Uma das decisões que mais dinheiro faz perder a um comprador nem sempre é escolher o imóvel errado. Muitas vezes é aceitar o crédito errado porque a prestação parecia confortável à primeira vista.
Comparar crédito habitação com critério exige mais do que olhar para o spread e para a mensalidade. Em Portugal, a documentação pré-contratual já dá ao cliente ferramentas melhores do que muita gente realmente utiliza.
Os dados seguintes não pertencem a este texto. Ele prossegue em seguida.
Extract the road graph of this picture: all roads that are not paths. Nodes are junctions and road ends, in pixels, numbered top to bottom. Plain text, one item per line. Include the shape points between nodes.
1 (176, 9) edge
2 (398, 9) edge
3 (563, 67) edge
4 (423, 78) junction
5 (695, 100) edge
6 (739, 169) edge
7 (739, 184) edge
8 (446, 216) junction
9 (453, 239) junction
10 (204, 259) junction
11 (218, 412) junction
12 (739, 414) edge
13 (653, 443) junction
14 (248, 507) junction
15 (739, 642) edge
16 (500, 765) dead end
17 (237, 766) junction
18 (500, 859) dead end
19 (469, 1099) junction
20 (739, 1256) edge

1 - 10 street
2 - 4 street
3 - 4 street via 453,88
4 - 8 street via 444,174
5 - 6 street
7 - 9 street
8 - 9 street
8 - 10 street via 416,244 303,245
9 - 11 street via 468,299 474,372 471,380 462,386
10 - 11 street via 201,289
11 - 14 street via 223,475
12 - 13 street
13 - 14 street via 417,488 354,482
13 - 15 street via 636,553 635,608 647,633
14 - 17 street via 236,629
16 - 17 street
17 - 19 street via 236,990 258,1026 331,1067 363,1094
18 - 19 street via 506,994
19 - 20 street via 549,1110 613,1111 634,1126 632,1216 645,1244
O que a FINE deve ajudar a fazer
O Banco de Portugal exige a entrega de uma FINE — ficha de informação normalizada europeia — na fase de simulação e novamente com as condições aprovadas. Quando o empréstimo é aprovado, a instituição deve ainda disponibilizar a minuta do contrato. A proposta apresentada através da FINE mantém a instituição vinculada por um prazo mínimo de 30 dias e existe um período mínimo de reflexão de sete dias antes da celebração do contrato.
Isto importa porque uma boa decisão precisa de tempo e comparabilidade, não de pressão.
O que deve ser comparado além do spread
Duas propostas com spreads semelhantes podem continuar a ser materialmente diferentes. O comprador deve comparar:
- TAEG e custo total imputado
- regime de taxa: fixa, variável ou mista
- custo dos seguros e grau de vinculação a produtos associados
- comissões e exigências operacionais
- limitações práticas que afetem flexibilidade futura
A prestação mensal conta, mas é apenas uma camada da análise. Uma prestação mais baixa hoje pode esconder uma estrutura menos eficiente ao longo do tempo.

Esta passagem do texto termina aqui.